Task input:
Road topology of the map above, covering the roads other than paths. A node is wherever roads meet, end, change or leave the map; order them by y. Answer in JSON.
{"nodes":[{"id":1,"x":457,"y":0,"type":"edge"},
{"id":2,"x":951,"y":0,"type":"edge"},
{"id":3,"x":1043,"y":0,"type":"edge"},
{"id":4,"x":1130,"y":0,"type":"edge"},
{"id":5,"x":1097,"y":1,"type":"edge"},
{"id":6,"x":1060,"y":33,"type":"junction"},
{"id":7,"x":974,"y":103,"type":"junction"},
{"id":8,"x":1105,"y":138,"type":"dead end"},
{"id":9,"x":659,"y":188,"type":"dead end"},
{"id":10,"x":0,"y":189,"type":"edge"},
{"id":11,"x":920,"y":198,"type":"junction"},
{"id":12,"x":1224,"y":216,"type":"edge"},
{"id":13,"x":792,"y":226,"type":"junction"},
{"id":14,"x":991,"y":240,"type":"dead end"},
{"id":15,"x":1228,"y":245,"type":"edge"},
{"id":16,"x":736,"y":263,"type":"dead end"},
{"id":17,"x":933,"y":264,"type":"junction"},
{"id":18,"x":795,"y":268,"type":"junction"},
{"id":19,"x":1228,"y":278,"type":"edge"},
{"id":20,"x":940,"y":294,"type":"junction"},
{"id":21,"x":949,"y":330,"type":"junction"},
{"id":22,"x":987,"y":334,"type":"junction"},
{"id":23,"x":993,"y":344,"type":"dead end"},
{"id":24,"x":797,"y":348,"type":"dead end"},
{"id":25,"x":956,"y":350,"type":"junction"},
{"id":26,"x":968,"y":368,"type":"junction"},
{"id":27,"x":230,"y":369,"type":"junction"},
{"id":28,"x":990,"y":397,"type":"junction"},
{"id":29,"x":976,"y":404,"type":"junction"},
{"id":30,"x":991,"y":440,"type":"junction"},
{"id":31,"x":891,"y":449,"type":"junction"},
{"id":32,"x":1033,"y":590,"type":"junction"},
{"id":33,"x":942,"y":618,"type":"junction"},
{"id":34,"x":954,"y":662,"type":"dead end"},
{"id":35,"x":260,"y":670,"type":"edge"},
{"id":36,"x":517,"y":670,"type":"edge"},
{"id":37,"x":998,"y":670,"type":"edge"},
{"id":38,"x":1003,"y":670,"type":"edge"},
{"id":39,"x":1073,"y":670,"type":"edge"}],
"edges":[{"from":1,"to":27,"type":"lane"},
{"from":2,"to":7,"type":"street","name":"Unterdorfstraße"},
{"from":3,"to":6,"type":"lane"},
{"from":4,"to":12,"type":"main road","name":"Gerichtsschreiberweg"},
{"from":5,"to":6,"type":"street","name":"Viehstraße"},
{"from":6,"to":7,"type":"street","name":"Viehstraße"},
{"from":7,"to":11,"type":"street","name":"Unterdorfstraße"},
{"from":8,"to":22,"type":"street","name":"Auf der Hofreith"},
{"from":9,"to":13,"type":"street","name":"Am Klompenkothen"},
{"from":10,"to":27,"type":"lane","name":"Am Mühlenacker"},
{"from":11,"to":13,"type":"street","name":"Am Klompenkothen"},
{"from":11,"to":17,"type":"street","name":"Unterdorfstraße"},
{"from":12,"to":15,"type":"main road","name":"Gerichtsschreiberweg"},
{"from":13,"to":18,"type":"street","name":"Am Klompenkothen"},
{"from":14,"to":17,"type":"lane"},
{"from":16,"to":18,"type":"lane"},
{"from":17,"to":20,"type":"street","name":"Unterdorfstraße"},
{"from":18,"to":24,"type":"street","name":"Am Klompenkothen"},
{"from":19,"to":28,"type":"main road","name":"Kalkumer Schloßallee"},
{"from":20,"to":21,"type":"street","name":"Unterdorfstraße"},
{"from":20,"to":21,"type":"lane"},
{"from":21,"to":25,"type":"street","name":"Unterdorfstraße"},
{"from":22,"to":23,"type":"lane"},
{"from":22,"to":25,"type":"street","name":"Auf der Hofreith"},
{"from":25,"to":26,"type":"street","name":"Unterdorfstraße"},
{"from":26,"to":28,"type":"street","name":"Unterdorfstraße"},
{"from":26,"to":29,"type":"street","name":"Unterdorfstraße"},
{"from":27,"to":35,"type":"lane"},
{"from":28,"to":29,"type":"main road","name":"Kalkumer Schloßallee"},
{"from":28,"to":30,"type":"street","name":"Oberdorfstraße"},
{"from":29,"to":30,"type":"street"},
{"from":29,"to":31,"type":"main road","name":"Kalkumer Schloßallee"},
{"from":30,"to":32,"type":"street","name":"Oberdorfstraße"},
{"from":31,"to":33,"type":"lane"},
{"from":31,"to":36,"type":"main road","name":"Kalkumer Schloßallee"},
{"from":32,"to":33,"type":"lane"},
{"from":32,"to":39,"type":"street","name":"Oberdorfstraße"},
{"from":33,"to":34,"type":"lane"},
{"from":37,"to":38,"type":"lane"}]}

What this task involves:
Look through the records for the word "Schloßallee". Every line that has it should be copied.

Answer to this exercise:
{"from":19,"to":28,"type":"main road","name":"Kalkumer Schloßallee"},
{"from":28,"to":29,"type":"main road","name":"Kalkumer Schloßallee"},
{"from":29,"to":31,"type":"main road","name":"Kalkumer Schloßallee"},
{"from":31,"to":36,"type":"main road","name":"Kalkumer Schloßallee"},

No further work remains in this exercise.